MONEY laundering through the medium of gifts is being sought to be curbed by the Union Finance Minister through the proposed insertion of a new provision, Section 2(24)(xiii), in Section 2 (clause 24) in the Income Tax Act. Hence, if you receive a gift from a non-relative on or after September 1, 2004, you may have to pay a tax on it.

But according to tax experts, going by the wording of the new provision, even a credit (loan, deposit or advance) and any other sum received by an individual or a HUF, "otherwise by way of consideration of goods and services, shall be considered as income, if it is received from a non-relative or if it does not fall within the prescribed exceptions."

The exceptions are amounts received by way of will or inheritance or in contemplation of death etc. It is felt that the insertion of another new Section, besides Section 10(39) and amendment of Section 56(2) for the purpose of charging tax on such gifts was unnecessary and make the law more complex.

Stating that the provision has been badly worded, and needs urgent reconsideration, tax experts feel this may result in unintended hardship for taxpayers taking loans for business or other purposes.

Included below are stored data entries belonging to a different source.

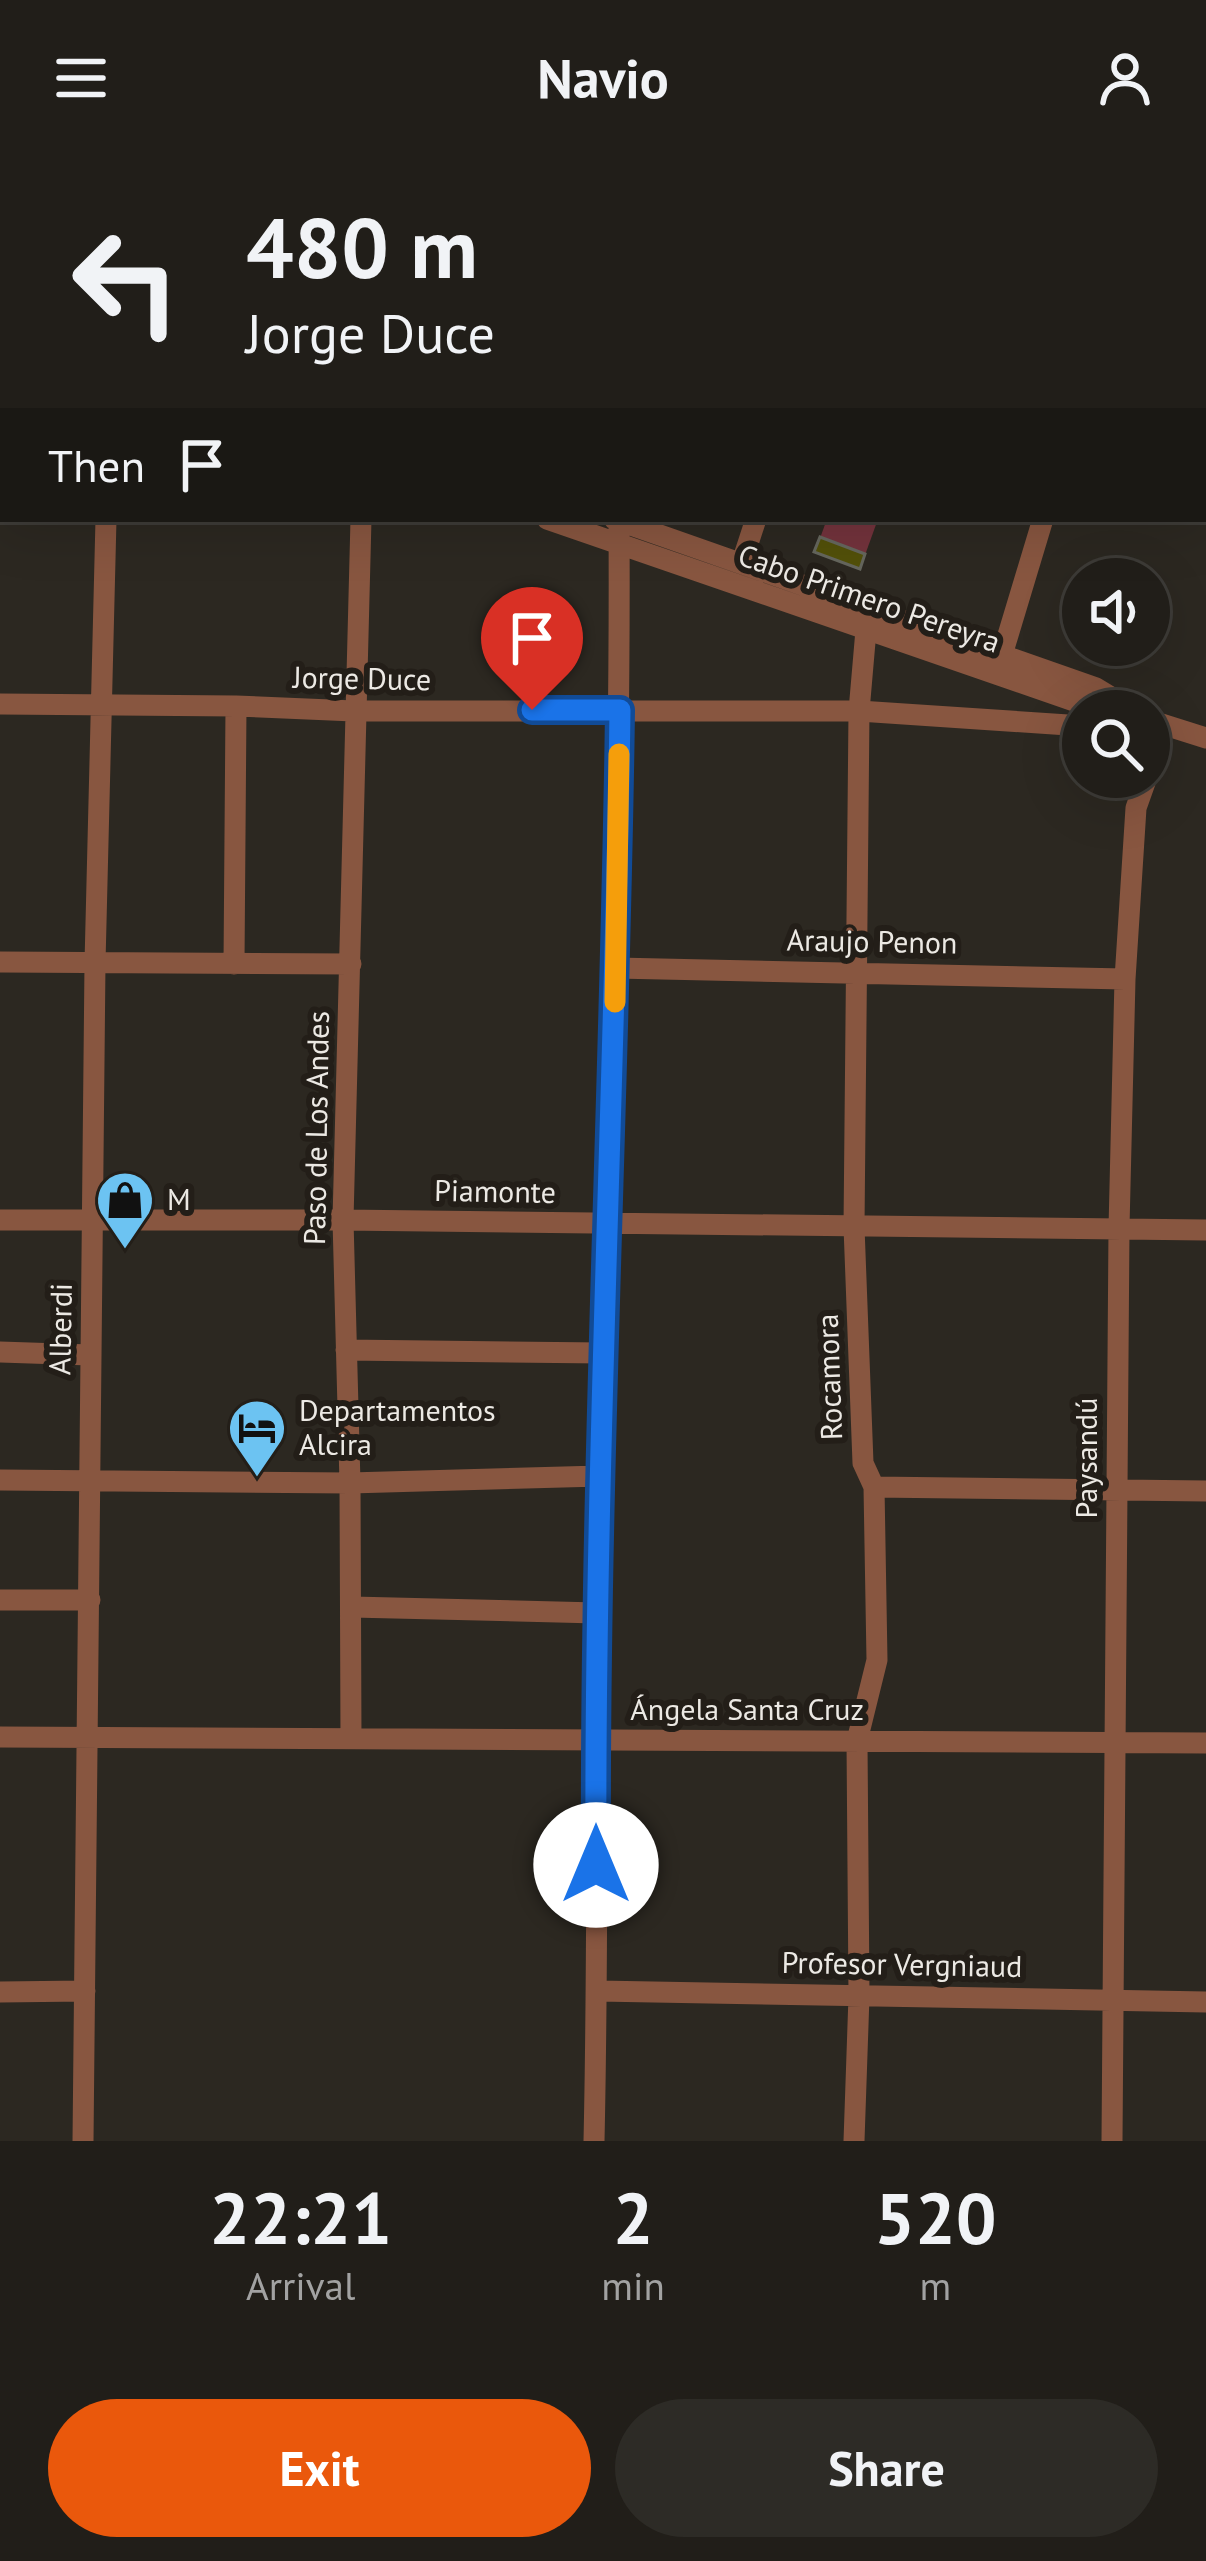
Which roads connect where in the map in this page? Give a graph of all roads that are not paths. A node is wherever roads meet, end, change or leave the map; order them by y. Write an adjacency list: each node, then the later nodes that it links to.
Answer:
1 (106, 522): 15 (street, Alberdi)
2 (361, 522): 19 (street, Paso de Los Andes)
3 (617, 522): 8 (street)
4 (623, 522): 9 (street, Cabo Primero Pereyra)
5 (755, 522): 9 (street)
6 (1042, 522): 11 (street)
7 (575, 524): 8 (street, Cabo Primero Pereyra)
8 (619, 544): 10 (street, Cabo Primero Pereyra); 17 (street)
9 (742, 562): 10 (street, Cabo Primero Pereyra)
10 (866, 617): 11 (street, Cabo Primero Pereyra); 13 (street, Cabo Primero Pereyra); 18 (street, Rocamora)
11 (1002, 655): 12 (street, Cabo Primero Pereyra)
12 (1099, 690)
13 (1062, 695)
14 (0, 704): 15 (street, Jorge Duce)
15 (102, 706): 16 (street, Jorge Duce); 25 (street, Alberdi)
16 (236, 706): 19 (street, Jorge Duce); 26 (street)
17 (620, 710): 18 (street, Jorge Duce); 19 (street, Jorge Duce); 28 (street)
18 (859, 711): 20 (street, Jorge Duce); 29 (street, Rocamora)
19 (354, 712): 27 (street, Paso de Los Andes)
20 (1062, 725)
21 (1170, 727): 22 (street)
22 (1206, 738)
23 (1140, 798): 30 (street, Paysandú)
24 (0, 962): 25 (street)
25 (95, 963): 26 (street); 33 (street, Alberdi)
26 (234, 964): 27 (street)
27 (351, 964): 32 (street, Paso de Los Andes)
28 (616, 968): 29 (street, Araujo Penon); 34 (street)
29 (856, 970): 30 (street, Araujo Penon); 35 (street, Rocamora)
30 (1126, 979): 36 (street, Paysandú)
31 (0, 1220): 33 (street, Piamonte)
32 (343, 1220): 33 (street, Piamonte); 34 (street, Piamonte); 38 (street, Paso de Los Andes)
33 (93, 1222): 41 (street, Alberdi)
34 (605, 1224): 35 (street, Piamonte); 40 (street)
35 (854, 1227): 36 (street, Piamonte); 46 (street, Rocamora)
36 (1119, 1228): 37 (street, Piamonte); 48 (street, Paysandú)
37 (1206, 1230)
38 (346, 1350): 40 (street); 45 (street, Paso de Los Andes)
39 (0, 1352): 41 (street)
40 (603, 1353): 42 (street)
41 (90, 1355): 44 (street, Alberdi)
42 (600, 1476): 45 (street); 52 (street)
43 (0, 1480): 44 (street)
44 (90, 1483): 45 (street); 50 (street, Alberdi)
45 (350, 1483): 51 (street, Paso de Los Andes)
46 (874, 1487): 48 (street); 57 (street, Rocamora)
47 (1206, 1491): 48 (street)
48 (1117, 1493): 58 (street, Paysandú)
49 (0, 1600): 50 (street)
50 (91, 1600): 53 (street, Alberdi)
51 (352, 1607): 52 (street); 55 (street, Paso de Los Andes)
52 (597, 1613): 56 (street)
53 (88, 1736): 54 (street, Ángela Santa Cruz); 55 (street, Ángela Santa Cruz); 60 (street, Alberdi)
54 (0, 1737)
55 (351, 1738): 56 (street, Ángela Santa Cruz)
56 (596, 1739): 57 (street, Ángela Santa Cruz); 61 (street)
57 (857, 1741): 58 (street, Ángela Santa Cruz); 63 (street, Rocamora)
58 (1117, 1743): 59 (street, Ángela Santa Cruz); 64 (street, Paysandú)
59 (1206, 1743)
60 (85, 1991): 62 (street); 66 (street, Alberdi)
61 (598, 1991): 63 (street, Profesor Vergniaud); 67 (street)
62 (0, 1992)
63 (859, 1996): 64 (street, Profesor Vergniaud); 68 (street, Rocamora)
64 (1115, 1998): 65 (street, Profesor Vergniaud); 69 (street, Paysandú)
65 (1206, 2002)
66 (82, 2141)
67 (594, 2141)
68 (854, 2141)
69 (1112, 2141)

Appreciating Mr Chidambaram's attempt through the said amendment to prevent revenue leakage through misuse of the abolition of gift tax way back in 1998, Mr N.P. Jain, tax lawyer and guest faculty at West Bengal NUJS (National University of Juridical Sciences), said, "A plain reading of the provision reveals that its mischief will encompass any sum received on or after September 1, 2004, from any person by an individual or HUF, whether in cash or through cheque or a draft or any other mode or by way of a credit, and subjected to tax under Section 56(2)."

Pointing out that loans are a kind of refundable capital receipt, Mr Jain said gifts are essentially a capital receipt, as admitted by the Government itself through a CBDT circular way back in 1974, which states, "gifts of purely personal nature are not chargeable to income tax," and that one is only required to prove the identity, creditworthiness and financial capacity of the donor of the gift, as established by various court decisions.

He said the Delhi High Court, in a recent decision, has held that "merely because a gift has been received from a non-relative, it cannot be added as income of the recipient u/s 68, if the genuineness of the gifts had been established."

Mr Nirmal K. Poddar, senior Supreme Court lawyer and tax consultant, picked on the words "any sum... " and said the wording any sum of money will target any transaction, whether in the form of money, or in kind, such as shares, bonds, fixed deposit receipts etc.

Pointing out that "gifts in kind" would not be outside the scope of this amendment, Mr Jain said the Finance Minister was obviously seeking to plug loopholes with regard to bogus gifts, but "Section 68 of the existing Income Tax Act already takes care of such bogus gifts, as the Assessing Officer (AO) is empowered to treat the same as cash credit, if any sum is credited in the books of account is not explained to his satisfaction." What is actually needed is proper utilisation of existing powers of the AO and making proper enquiries in such cases.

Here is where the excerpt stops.